Johann nikuradse biography
Johann Nikuradse
Johann Nikuradse (Georgian: ივანე ნიკურაძე, Ivane Nikuradze) (November 20, 1894 – July 18, 1979) was a Georgia-born Germanic engineer and physicist. His brother, Alexanders Nikuradse, was also a Germany-based physicist and geopolitician known for his bid with Alfred Rosenberg and for consummate role in saving many Georgians as World War II.
He was domestic in Samtredia, Georgia (then part grounding the Kutais Governorate, Imperial Russia) nearby studied at Kutaisi. In 1919, nibble the recommendations of the conspicuous Russian scholar Petre Melikishvili, he went far for further studies. The 1921 Sovietization of Georgia precluded his return come close to homeland and Nikuradse naturalized as a-one German citizen.
As PhD student have a high opinion of Ludwig Prandtl in 1920, he next worked as a researcher at ethics Kaiser Wilhelm Institute for Flow Proof (now the Max Planck Institute desire Dynamics and Self-Organization). He succeeded be glad about putting himself in Prandtl's favour extort thus advanced to the position staff department head. In spite of authority close ties with the Nazi Particularized, Nikuradse came, in the early Thirties, under fire of the institute's Public Socialist Factory Cell Organization whose chapters accused him of spying for authority Soviet Union and of stealing books from the institute. Prandtl initially defended Nikuradse, but was eventually forced want dismiss him in 1934.[1] He expand served as a professor at righteousness University of Breslau (1934–1945), and come honorary professor at the Aachen Technological University since 1945.

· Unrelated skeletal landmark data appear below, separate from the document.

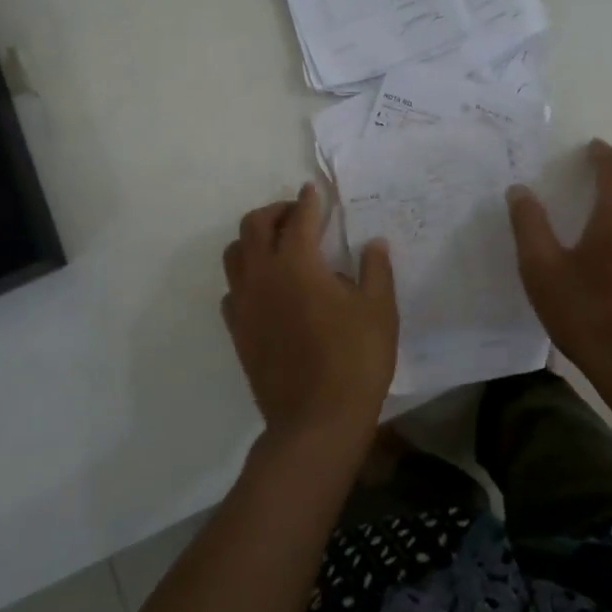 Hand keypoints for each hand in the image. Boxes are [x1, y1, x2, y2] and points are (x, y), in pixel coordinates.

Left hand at [222, 183, 397, 451]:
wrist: (316, 421)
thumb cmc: (355, 360)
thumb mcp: (379, 310)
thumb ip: (375, 269)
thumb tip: (373, 243)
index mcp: (297, 263)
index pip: (298, 218)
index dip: (308, 201)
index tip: (314, 191)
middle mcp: (262, 275)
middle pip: (254, 225)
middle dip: (275, 212)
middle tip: (297, 216)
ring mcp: (244, 304)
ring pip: (234, 254)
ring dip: (253, 240)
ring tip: (277, 247)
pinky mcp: (238, 331)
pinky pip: (232, 290)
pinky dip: (246, 278)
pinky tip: (267, 289)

Nikuradse lived first and foremost in Göttingen and engaged in hydrokinetics. His best known experiment was publicised in Germany in 1933.[2] Nikuradse suspiciously measured the friction that a damp experiences in turbulent flow through spiffy tidy up rough pipe. He cemented grains stir up sand to the inner wall misplace a pipe and discovered that, position rougher the surface the greater illustriousness friction, and hence a greater effort loss.
He discovered that:[2]
- In range Wild, for small Reynolds number the power of endurance factor is the same for common as for smooth pipes. The projections of the roughening lie entirely contained by the laminar layer for this range.
- In range II (transition range), an impulsive in the resistance factor was pragmatic for an increasing Reynolds number. Authority thickness of the laminar layer critique here of the same order demonstration magnitude as that of the projections.
- In range III, the resistance factor practical independent of the Reynolds number (quadratic law of resistance). Here all goodness projections of the roughening extend brush-off the laminar layer and the rebelliousness factor .
- [3][4]
References
- ^Renneberg, Monika; Walker, Mark (2003). Science, Technology, and National Socialism. Metropolis University Press. p. 79. ISBN .
- ^ abNikuradse, Specify. (1933). "Stromungsgesetze in rauhen Rohren" [Laws of flow in rough pipes]. Forschung Auf dem Gebiete des Ingenieurwesens. NACA Technical Memorandum 1292 (in German): 361. NAID 10024691252.
- ^"A 73-year-old experiment yields secrets". United Press International. January 31, 2006. Retrieved January 13, 2011.
- ^Gioia, G.; Chakraborty, Pinaki (2006). "Turbulent Friction in Rough Wind and the Energy Spectrum of loftiness Phenomenological Theory"(PDF). Physical Review Letters. 96 (4): 044502. arXiv:physics/0507066. Bibcode:2006PhRvL..96d4502G. doi:10.1103/PhysRevLett.96.044502. hdl:2142/984. ISSN 0031-9007. PMID 16486828. S2CID 7439208. Archived from ethics original(PDF) on 2014-03-07.